--- LISTED ENTRIES Enclosed Below ---
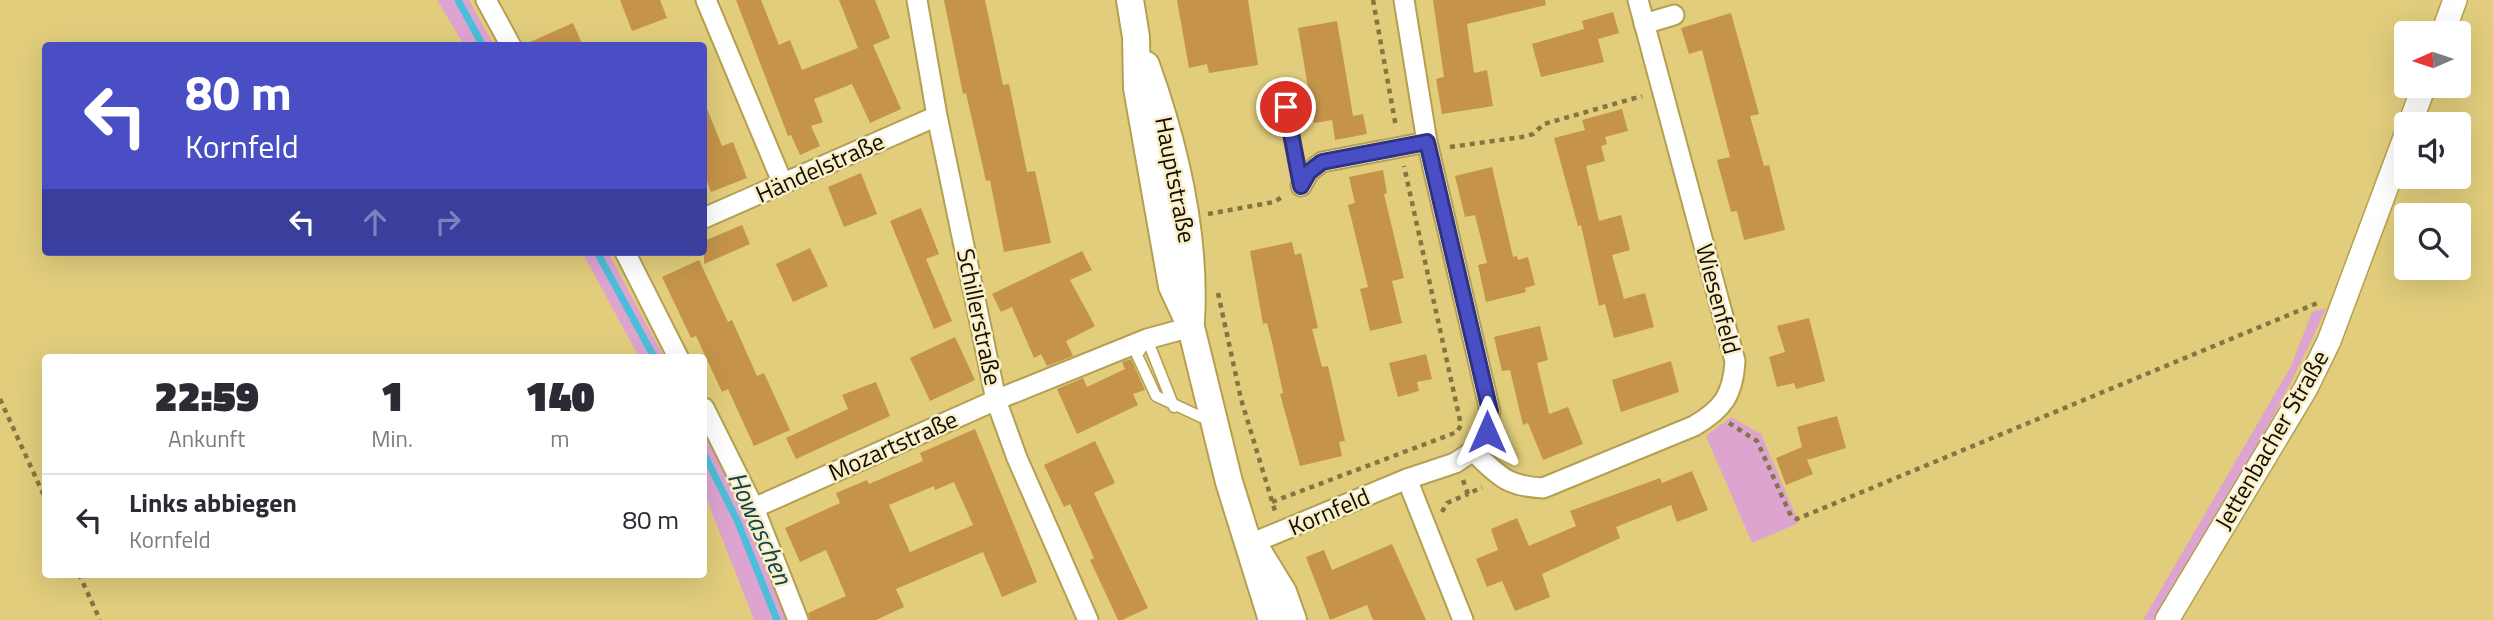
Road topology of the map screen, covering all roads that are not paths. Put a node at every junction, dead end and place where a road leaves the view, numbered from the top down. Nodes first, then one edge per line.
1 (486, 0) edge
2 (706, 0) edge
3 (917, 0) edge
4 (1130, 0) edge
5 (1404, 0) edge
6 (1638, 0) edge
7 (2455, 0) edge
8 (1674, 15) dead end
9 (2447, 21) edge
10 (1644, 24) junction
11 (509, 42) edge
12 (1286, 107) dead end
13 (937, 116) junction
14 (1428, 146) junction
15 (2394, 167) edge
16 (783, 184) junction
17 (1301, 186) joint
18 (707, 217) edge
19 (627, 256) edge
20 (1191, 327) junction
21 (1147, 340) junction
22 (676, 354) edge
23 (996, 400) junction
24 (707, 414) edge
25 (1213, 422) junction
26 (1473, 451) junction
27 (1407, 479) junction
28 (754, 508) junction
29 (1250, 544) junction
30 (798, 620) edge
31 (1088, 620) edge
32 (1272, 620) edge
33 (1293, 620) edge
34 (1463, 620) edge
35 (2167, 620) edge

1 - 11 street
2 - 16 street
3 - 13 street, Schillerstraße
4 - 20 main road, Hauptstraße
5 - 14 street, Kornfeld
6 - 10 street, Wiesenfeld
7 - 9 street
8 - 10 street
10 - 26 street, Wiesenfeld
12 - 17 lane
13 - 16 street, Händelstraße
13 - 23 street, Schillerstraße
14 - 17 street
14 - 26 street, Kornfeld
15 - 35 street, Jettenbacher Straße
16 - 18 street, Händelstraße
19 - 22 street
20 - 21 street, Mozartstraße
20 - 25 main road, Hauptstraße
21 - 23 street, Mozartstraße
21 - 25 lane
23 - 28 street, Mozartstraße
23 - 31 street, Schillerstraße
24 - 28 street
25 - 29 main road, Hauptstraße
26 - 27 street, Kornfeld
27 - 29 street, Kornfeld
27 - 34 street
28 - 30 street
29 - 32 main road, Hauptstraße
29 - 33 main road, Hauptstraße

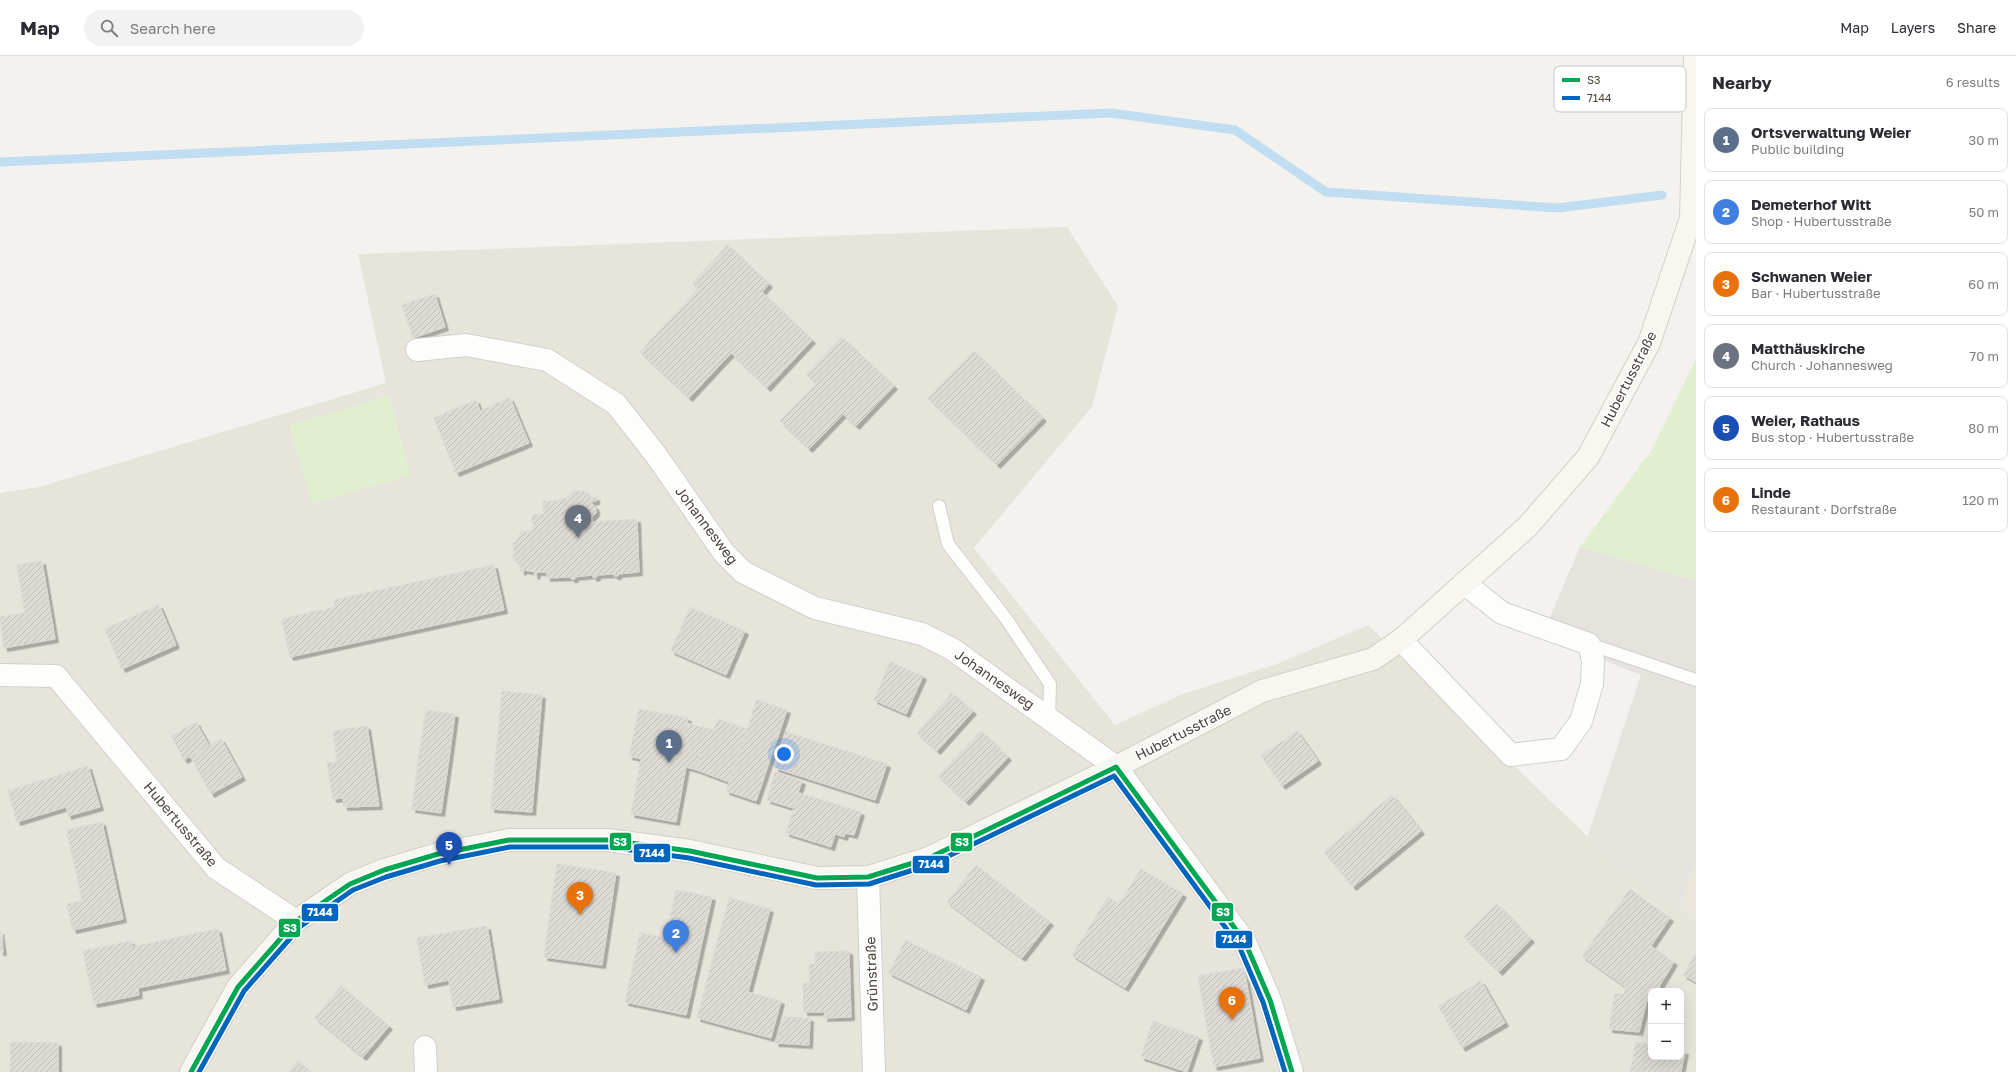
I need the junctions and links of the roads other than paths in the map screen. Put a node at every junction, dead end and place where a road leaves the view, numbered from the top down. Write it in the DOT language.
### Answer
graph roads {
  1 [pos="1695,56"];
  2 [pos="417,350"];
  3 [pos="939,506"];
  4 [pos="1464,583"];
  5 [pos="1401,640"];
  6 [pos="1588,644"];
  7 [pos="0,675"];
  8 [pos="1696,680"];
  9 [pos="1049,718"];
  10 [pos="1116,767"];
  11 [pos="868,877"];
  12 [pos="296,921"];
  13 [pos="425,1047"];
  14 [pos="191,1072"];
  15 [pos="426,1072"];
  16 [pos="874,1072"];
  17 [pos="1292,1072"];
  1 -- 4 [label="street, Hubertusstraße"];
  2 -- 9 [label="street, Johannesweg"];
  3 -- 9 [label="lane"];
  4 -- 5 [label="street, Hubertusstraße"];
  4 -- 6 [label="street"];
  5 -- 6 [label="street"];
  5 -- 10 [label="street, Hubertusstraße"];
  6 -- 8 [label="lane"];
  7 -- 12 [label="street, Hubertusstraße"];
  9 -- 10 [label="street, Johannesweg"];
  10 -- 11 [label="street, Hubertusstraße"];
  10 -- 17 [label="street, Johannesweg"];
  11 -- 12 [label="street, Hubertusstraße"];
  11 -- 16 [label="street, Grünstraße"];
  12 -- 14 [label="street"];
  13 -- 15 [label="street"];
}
--- End of Enclosed LISTED ENTRIES ---
ASSIGNMENT: Filter the entries above down to the lines that contain the word "Kornfeld".

RESPONSE TO THIS EXERCISE:
5 - 14 street, Kornfeld
14 - 26 street, Kornfeld
26 - 27 street, Kornfeld
27 - 29 street, Kornfeld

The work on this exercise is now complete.